Data items
┄┄┄┄┄┄

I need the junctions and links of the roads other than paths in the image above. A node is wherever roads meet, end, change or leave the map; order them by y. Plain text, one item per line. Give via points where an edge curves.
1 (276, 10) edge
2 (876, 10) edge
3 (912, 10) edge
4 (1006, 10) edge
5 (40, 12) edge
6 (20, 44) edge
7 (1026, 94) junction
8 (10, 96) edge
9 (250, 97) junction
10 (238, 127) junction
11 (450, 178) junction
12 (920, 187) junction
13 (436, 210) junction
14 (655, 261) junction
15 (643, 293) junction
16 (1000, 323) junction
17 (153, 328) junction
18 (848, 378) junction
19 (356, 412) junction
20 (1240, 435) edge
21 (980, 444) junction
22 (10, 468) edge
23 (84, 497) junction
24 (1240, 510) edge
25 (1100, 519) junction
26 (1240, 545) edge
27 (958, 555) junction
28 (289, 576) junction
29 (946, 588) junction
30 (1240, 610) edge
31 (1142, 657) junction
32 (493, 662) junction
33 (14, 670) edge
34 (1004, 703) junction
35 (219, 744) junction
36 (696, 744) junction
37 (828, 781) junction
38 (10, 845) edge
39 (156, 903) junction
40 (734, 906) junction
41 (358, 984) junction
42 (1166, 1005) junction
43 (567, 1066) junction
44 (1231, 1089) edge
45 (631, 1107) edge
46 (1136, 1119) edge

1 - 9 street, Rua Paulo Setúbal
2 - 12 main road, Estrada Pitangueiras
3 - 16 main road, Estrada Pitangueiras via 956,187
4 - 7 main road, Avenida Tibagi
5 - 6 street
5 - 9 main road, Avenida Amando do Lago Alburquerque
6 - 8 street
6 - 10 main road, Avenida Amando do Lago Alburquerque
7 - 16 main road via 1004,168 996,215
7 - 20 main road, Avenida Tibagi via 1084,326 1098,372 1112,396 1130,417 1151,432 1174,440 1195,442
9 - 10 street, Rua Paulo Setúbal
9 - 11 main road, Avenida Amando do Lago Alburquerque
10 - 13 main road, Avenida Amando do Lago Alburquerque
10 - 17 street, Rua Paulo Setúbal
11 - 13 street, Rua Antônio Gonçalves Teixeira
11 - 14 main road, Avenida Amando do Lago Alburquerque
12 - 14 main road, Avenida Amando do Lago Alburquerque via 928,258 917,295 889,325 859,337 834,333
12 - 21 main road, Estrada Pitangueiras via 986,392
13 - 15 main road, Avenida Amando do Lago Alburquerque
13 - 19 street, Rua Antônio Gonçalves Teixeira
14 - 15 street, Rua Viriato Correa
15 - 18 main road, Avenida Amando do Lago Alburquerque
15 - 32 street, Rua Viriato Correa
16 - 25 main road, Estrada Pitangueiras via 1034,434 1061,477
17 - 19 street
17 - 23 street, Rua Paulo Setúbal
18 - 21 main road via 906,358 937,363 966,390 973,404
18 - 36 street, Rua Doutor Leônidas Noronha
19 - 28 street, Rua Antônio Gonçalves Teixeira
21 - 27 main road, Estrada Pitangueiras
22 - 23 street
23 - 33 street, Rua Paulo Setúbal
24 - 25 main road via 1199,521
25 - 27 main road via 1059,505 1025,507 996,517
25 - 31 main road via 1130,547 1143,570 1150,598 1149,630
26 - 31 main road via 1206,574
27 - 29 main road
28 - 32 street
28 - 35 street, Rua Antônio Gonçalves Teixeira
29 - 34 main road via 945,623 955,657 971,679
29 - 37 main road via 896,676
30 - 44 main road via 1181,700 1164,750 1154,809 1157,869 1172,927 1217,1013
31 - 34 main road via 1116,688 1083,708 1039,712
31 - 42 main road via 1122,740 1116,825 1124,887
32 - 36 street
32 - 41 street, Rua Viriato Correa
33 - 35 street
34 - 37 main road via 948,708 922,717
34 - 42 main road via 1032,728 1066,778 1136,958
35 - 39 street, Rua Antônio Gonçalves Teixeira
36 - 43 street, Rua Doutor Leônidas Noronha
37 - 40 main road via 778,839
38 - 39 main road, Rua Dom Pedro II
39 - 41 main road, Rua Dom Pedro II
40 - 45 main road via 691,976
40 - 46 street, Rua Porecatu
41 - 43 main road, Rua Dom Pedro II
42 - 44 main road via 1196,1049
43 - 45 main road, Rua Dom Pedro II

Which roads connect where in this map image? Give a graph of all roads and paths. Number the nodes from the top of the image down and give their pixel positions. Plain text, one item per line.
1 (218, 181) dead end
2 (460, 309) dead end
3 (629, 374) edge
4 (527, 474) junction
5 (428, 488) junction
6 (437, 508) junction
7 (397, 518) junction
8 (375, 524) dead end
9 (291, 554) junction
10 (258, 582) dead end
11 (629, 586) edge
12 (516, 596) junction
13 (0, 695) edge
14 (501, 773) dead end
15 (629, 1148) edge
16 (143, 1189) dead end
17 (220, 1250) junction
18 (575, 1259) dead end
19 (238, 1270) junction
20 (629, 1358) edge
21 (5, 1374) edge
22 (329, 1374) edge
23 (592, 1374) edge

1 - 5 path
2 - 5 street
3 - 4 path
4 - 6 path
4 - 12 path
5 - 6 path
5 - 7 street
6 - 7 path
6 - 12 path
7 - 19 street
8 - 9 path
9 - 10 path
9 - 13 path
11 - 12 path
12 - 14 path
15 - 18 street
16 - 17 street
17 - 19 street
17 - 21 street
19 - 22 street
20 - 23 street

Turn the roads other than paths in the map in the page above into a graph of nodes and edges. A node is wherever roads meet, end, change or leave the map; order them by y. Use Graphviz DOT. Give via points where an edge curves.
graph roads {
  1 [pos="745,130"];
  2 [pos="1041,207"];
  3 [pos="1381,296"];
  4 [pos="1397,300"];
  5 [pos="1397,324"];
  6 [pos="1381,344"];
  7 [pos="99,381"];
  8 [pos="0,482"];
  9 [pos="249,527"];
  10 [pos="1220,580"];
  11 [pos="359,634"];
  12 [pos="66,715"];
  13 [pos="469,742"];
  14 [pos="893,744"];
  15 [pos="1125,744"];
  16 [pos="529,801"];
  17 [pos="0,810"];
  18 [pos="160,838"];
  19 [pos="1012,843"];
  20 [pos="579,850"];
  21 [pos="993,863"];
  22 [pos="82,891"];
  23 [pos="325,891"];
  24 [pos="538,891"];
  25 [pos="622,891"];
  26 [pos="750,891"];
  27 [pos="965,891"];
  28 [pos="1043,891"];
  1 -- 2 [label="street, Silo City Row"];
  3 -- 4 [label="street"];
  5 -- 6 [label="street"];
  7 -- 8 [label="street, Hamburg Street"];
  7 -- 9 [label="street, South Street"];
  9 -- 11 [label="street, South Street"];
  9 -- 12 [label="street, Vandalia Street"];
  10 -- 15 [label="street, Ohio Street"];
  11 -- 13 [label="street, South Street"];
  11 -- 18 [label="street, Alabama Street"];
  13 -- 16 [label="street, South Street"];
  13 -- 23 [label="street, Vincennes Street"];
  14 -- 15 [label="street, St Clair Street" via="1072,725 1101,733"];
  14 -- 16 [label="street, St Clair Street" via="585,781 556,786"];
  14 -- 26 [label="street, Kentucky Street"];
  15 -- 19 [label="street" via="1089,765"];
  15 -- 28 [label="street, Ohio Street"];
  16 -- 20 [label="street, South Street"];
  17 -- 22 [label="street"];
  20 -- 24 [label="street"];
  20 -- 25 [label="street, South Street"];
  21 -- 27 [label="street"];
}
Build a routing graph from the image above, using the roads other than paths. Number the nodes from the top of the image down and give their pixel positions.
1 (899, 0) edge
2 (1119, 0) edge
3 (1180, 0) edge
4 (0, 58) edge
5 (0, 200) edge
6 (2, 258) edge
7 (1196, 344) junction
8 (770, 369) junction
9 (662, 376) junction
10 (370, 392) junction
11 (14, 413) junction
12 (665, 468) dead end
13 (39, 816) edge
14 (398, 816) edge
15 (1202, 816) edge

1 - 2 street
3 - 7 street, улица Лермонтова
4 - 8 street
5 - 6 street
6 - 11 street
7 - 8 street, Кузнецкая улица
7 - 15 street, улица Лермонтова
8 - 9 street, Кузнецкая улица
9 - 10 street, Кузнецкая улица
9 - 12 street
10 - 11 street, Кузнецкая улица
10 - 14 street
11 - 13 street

┄┄┄┄┄┄

ACTION ITEM: The expected answer is a copy of each line in the records that holds the word "Clair".

RESULT OF THE TASK:
  14 -- 15 [label="street, St Clair Street" via="1072,725 1101,733"];
  14 -- 16 [label="street, St Clair Street" via="585,781 556,786"];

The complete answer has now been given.